- **Work order**:
If a line holds the word "tools", copy it from the entries.

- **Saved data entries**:
++++

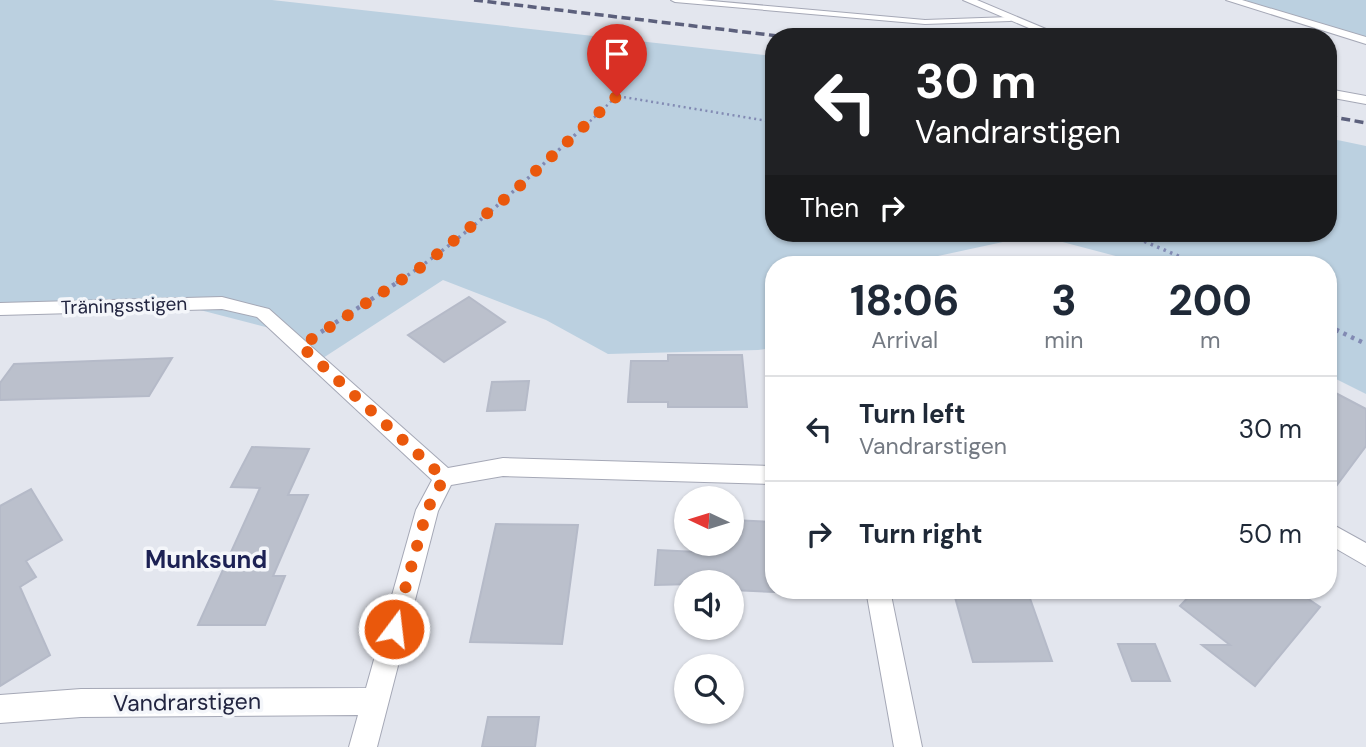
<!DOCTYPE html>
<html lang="en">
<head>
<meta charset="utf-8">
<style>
	body { margin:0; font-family:"DM Sans",sans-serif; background:#f2f2f3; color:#1f2937; height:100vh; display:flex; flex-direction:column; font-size:26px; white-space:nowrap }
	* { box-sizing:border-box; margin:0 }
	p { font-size:23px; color:#747a83 }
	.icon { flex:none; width:38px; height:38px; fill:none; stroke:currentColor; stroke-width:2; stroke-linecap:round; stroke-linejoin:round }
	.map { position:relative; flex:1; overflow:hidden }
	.panel { position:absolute; left:765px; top:256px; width:572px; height:343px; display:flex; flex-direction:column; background:#fff; border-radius:28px; box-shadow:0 2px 5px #0004 }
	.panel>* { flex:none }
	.guide { position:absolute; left:765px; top:28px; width:572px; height:214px; border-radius:28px; box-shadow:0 2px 5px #0004; background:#202124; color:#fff; overflow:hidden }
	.needle { width:46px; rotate:274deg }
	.tools { position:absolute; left:674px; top:486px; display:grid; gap:14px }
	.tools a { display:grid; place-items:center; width:70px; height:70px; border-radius:50%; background:#fff; box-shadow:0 2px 5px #0004; font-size:35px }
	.pin { position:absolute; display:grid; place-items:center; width:60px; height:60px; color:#fff; margin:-72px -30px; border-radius:50% 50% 50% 0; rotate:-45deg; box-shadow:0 0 7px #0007 }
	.pin .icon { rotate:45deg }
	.me { position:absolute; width:77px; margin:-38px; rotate:15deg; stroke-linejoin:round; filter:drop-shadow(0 0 5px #0008) }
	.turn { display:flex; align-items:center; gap:24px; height:147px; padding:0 35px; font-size:32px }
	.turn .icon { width:91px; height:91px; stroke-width:2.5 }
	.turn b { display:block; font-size:49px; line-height:60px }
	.then { display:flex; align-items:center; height:66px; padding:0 35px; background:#0003; gap:14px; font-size:26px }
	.eta { display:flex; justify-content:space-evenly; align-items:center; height:119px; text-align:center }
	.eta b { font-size:42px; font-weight:800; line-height:49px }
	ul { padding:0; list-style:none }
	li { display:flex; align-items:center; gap:21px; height:105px; padding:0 35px; border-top:2px solid #e0e1e3 }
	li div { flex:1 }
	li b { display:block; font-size:26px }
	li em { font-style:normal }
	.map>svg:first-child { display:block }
	.green { fill:#bbd0e0 }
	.building { fill:#bbc0cc; stroke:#b5bac8; stroke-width:2 }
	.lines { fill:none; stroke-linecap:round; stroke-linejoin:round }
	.service-casing { stroke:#a5a8b6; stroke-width:2 }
	.minor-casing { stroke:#a5a8b6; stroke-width:2 }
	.tertiary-casing { stroke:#a5a8b6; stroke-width:2 }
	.path-far2 { stroke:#828ab3; stroke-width:2.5; stroke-dasharray:2 3.5; stroke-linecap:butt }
	.path-far1 { stroke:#828ab3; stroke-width:3.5; stroke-dasharray:2.5 4.5; stroke-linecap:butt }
	.path { stroke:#828ab3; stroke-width:4.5; stroke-dasharray:3.5 5; stroke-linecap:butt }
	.service { fill:#fff; fill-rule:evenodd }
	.minor { fill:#fff; fill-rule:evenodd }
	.tertiary { fill:#fff; fill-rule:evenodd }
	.rail { stroke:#5c607c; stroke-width:3.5; stroke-dasharray:9 4.5; stroke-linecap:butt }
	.route { stroke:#ea580c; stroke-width:12; stroke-dasharray:0 21.6 }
	.labels { text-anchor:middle; stroke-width:7; stroke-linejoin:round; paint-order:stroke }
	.street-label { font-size:19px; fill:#222540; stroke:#f4f6fa }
	.near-street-label { font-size:23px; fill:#222540; stroke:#f4f6fa }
	.near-neighbourhood-label { font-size:24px; font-weight:bold; fill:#1c2154; stroke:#f4f6fa }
</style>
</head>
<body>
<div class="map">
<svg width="1366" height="747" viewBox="0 0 1366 747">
	<rect width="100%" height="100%" fill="#e3e6ee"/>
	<path class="green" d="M0,0H272L773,56L774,233H1328V138L1366,146V394L1328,375V264H1136L1127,259L1036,235L938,256L933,264H774L773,348L758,350L608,354L546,320L443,280L323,358L289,333L173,303L0,304Z
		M1246,0H1366V41L1252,3Z"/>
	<path class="building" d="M469,297L505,322L444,362L408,335Z
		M668,355H742L747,407H668V402H628L631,361H668Z
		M172,358L149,396L0,400V383L14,364Z
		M529,381L525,410L487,411L492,382Z
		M1328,389L1366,409V446L1328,497Z
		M252,447L309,449L288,495H308L273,576H285L265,625H198L260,488L231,487Z
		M31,489L62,540L26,561L36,577L20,587L50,655L0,686V506Z
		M732,520L774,522V592L732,590V583L655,585L658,550L697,552V544H732Z
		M496,524L578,525L562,644L470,642Z
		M953,590H1027L1052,661L973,662Z
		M1195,590H1295L1320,607L1255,686L1202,645H1230L1180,606Z
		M1118,644H1155L1170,681H1132Z
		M488,717H539L535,747H482Z"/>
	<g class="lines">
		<g class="service-casing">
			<path id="service" d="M671,0H701L925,20L1010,17L1014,19L1010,21L925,24L675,2Z"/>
		</g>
		<g class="minor-casing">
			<path id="minor" d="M1226,0H1242L1366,37V44Z
				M222,297L269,309L448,468L503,458L774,466V484L503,476L451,485L438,511L377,747H349L358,715L81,717L0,723V695L81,689L366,688L416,510L432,480L257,317L222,309L0,315V303Z
				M1328,522L1366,543V566L1328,544Z
				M866,590H890L922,747H894Z"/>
		</g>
		<g class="tertiary-casing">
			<path id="tertiary" d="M963,0H977L1065,37H1050Z
				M1328,89L1366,96V104L1328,97Z"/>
		</g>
		<path class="path-far2" d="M586,125L617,96L774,122"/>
		<path class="path-far1" d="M1125,233L1197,264
			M396,283C466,238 527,179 588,123"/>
		<path class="path" d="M1328,326L1366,344
			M321,332L398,282"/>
		<use href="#service" class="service"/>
		<use href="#minor" class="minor"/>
		<use href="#tertiary" class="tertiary"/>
		<path class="rail" d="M474,0L787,37
			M1328,116L1366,123"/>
	</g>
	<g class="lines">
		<path class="route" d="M394,629L427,510L444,478L301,346L424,265L512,193L617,96"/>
	</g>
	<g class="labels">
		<g class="street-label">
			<text transform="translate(124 305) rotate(-2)" y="7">Träningsstigen</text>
		</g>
		<g class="near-street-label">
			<text transform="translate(187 702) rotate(-1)" y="8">Vandrarstigen</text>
		</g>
		<g class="near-neighbourhood-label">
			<text x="206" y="568">Munksund</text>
		</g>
	</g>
</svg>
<div class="tools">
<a><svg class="needle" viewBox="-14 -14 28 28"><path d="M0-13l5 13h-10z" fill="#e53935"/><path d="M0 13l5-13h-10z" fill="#747a83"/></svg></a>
<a><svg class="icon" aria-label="sound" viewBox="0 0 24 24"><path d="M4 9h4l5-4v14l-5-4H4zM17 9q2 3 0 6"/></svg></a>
<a><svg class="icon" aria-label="search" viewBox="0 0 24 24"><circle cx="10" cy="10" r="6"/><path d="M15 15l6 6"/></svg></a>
</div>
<div class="pin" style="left:617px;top:96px;background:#d93025"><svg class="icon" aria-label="arrive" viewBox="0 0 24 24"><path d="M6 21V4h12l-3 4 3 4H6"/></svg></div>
<svg class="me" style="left:394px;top:629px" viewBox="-20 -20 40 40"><circle r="17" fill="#ea580c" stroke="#fff" stroke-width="3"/><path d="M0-11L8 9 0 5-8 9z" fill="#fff"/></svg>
<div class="guide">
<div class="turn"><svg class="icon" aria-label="left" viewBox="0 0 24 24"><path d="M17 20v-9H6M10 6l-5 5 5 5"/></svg><div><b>30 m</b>Vandrarstigen</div></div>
<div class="then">Then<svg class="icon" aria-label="right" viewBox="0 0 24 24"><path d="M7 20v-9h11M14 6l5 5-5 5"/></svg></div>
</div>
<section class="panel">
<div class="eta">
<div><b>18:06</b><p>Arrival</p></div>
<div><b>3</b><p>min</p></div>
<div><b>200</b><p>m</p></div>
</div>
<ul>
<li><svg class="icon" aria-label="left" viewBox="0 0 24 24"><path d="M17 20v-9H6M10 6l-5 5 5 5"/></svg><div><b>Turn left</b><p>Vandrarstigen</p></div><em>30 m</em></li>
<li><svg class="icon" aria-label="right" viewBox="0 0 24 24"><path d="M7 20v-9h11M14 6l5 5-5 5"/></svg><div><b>Turn right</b></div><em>50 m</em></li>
</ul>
</section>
</div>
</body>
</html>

++++

- **Answer**:
	.tools { position:absolute; left:674px; top:486px; display:grid; gap:14px }
	.tools a { display:grid; place-items:center; width:70px; height:70px; border-radius:50%; background:#fff; box-shadow:0 2px 5px #0004; font-size:35px }
<div class="tools">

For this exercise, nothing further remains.